I seem to have struck a nerve on one blogger in particular however who left a comment completely unrelated to the theme of the post and who launched into a barrage of assumptions and hypotheticals. It is here, despite my knowing better, that I made a mistake: a direct response. Having looked at this individual’s blog should have been enough to indicate to me that a response was futile and be met with hostility, but I tried anyhow. I have read through all of the posts on his/her blog back to its beginning in December 2012. There is a lot of food for thought contained on it. There is also an intense dislike for anything remotely considered religious. I say “intense dislike” and not “hatred” because I believe that word is abused far too much anymore in relation to things that we don’t like or agree with. If you like “x”, but I don’t agree with your liking “x” then I’m a “hater”. And so on and so forth. We don’t talk 1-on-1 anymore, but yell at each other through comboxes and computer screens.
And so I replied on April 15th. Today when I logged on to check my blog I learned that they had replied back, and had then gone to the trouble to post to their blog their comment that was still awaiting moderation in my comments box. Because as he/she said of me:
I suspect he will not have the honesty or courage to publish it, so I am publishing it here. If he remains an ideological coward and does not publish the comment, I will quote & post his entire article precipitating the comments here as well, …

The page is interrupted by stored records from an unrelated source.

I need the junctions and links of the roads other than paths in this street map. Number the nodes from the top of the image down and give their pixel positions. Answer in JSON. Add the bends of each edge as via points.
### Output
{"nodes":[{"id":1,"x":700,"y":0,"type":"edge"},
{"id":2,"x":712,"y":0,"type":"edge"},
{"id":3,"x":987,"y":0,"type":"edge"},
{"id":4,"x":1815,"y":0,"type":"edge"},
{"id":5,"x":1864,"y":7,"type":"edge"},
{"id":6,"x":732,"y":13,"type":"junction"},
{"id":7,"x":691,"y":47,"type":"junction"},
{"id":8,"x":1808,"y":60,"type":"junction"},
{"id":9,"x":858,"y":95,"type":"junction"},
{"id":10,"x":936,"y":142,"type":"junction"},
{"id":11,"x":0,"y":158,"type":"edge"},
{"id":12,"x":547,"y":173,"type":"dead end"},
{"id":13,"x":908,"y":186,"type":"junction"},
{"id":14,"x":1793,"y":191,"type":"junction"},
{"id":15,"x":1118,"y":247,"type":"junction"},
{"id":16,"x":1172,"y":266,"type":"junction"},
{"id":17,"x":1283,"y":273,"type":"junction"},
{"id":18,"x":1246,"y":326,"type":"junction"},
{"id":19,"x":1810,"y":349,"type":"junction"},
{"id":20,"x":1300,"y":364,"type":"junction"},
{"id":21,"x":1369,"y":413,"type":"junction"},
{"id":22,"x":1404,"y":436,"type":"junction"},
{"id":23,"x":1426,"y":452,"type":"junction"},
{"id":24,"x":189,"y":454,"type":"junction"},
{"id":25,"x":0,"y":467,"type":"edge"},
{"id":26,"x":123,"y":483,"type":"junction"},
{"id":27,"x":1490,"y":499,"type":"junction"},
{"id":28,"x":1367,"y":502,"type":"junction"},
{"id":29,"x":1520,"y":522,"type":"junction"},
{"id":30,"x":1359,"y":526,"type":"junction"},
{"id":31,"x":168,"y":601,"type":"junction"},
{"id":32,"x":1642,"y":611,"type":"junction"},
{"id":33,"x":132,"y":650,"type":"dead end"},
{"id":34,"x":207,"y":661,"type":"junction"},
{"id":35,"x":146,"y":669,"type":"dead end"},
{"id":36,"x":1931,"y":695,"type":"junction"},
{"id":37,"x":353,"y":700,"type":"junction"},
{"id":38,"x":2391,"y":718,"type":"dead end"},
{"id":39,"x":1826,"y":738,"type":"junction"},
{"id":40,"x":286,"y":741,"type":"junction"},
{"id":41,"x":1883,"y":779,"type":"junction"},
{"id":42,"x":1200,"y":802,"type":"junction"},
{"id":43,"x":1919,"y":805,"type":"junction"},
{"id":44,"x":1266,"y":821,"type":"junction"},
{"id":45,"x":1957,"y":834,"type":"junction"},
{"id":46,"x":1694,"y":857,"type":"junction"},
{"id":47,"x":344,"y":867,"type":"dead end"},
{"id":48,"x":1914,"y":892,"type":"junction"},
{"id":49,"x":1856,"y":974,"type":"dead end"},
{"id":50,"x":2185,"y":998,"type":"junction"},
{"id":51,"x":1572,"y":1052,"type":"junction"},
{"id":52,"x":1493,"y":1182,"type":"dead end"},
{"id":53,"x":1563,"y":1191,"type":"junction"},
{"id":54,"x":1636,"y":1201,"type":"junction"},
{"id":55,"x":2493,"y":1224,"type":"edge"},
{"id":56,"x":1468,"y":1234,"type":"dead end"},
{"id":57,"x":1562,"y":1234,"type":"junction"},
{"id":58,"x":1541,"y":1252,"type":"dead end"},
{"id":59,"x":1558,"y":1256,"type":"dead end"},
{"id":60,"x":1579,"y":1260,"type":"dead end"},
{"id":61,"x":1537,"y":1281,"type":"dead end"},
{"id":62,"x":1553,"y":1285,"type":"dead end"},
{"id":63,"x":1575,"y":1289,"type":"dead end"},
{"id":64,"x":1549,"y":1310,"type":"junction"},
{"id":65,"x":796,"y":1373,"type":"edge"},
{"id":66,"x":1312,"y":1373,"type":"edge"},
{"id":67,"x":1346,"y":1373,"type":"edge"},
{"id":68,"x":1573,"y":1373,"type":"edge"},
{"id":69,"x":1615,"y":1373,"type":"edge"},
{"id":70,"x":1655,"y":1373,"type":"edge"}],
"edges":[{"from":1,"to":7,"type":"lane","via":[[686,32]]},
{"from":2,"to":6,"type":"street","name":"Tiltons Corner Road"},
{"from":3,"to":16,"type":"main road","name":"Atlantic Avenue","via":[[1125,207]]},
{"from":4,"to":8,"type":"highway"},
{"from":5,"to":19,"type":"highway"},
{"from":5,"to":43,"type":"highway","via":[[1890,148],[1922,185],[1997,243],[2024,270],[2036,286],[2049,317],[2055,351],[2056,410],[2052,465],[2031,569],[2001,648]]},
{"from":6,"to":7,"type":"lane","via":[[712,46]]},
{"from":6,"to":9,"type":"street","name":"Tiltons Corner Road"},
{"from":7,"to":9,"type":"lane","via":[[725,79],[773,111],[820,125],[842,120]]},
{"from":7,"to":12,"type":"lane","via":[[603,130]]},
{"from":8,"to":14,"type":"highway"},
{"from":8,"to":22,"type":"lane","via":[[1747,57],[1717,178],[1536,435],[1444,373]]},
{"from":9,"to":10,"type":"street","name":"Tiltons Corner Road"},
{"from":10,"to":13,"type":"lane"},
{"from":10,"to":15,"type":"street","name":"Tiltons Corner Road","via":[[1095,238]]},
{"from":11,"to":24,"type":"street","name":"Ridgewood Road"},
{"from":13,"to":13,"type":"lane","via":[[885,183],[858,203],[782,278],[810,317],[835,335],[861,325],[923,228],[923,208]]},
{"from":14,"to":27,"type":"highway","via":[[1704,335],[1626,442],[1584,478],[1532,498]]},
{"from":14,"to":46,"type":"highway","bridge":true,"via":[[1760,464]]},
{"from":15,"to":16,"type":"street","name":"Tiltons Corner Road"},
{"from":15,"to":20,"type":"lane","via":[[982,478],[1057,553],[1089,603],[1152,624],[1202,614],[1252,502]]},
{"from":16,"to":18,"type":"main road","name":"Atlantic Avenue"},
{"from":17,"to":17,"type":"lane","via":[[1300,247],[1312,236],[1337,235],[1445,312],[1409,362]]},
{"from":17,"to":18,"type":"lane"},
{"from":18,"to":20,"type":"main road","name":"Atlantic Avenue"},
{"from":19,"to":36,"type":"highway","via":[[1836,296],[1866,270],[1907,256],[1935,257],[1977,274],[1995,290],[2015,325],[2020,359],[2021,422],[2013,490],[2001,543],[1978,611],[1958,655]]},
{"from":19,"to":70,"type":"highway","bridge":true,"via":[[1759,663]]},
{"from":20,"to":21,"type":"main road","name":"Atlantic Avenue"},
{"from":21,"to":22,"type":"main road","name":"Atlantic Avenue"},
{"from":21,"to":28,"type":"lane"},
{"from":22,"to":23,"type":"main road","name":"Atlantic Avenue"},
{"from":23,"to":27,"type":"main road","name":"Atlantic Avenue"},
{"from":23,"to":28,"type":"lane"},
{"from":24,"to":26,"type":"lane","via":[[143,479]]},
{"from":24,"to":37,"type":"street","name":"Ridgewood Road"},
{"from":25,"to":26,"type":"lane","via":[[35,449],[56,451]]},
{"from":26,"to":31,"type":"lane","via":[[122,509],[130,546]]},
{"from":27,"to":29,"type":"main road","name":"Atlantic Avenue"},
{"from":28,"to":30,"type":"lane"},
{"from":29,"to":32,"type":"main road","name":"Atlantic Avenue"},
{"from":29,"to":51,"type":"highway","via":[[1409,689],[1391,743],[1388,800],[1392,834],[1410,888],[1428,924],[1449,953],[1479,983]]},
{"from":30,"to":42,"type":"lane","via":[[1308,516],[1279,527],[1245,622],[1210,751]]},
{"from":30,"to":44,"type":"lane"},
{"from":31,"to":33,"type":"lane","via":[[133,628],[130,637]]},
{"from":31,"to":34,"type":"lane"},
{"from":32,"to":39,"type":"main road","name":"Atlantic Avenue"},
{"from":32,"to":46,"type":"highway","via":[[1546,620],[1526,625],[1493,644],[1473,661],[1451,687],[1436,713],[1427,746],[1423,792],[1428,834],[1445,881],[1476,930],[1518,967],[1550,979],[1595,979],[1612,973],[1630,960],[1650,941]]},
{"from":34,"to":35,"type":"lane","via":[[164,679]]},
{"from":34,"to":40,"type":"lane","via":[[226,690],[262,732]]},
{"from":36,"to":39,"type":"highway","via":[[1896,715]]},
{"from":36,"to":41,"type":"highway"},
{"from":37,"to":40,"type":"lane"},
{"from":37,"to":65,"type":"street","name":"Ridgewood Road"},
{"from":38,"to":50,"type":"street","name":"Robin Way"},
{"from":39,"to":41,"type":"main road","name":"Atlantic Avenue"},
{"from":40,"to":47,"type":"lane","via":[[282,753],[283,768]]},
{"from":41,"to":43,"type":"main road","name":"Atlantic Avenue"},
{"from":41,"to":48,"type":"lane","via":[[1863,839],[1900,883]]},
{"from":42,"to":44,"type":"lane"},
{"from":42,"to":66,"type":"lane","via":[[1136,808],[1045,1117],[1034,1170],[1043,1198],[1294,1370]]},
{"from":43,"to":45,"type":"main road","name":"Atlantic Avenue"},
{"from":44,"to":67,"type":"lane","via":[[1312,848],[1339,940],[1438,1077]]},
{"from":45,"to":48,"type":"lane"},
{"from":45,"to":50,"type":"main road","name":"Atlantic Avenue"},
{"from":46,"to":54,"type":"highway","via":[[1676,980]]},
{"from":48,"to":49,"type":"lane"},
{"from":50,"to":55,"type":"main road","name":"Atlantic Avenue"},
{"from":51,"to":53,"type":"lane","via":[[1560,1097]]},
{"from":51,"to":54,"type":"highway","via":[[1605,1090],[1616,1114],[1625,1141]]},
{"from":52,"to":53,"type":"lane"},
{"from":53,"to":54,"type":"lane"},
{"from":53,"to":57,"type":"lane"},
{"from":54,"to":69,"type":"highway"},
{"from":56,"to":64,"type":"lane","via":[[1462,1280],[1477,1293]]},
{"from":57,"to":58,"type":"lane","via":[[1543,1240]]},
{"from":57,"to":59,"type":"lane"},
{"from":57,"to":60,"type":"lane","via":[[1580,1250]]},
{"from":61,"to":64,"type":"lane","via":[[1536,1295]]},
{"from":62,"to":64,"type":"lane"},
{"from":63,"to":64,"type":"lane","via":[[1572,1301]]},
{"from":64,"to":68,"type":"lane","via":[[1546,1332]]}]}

Well if you look closely you will see that I published his/her comment. I have also corrected one item on my original response to him/her that he/she did properly call me out on. I quoted a paragraph from this article in my response and failed to include the link as a source. This was an oversight on my part, hardly intentional, but it was still wrong nonetheless and I own it. Hence the correction. He/she accuses me of lifting the quote from this article at the EPPC, a site I’d never heard of. I wish I had, for then I would have cited the correct source and perhaps worded my comment differently.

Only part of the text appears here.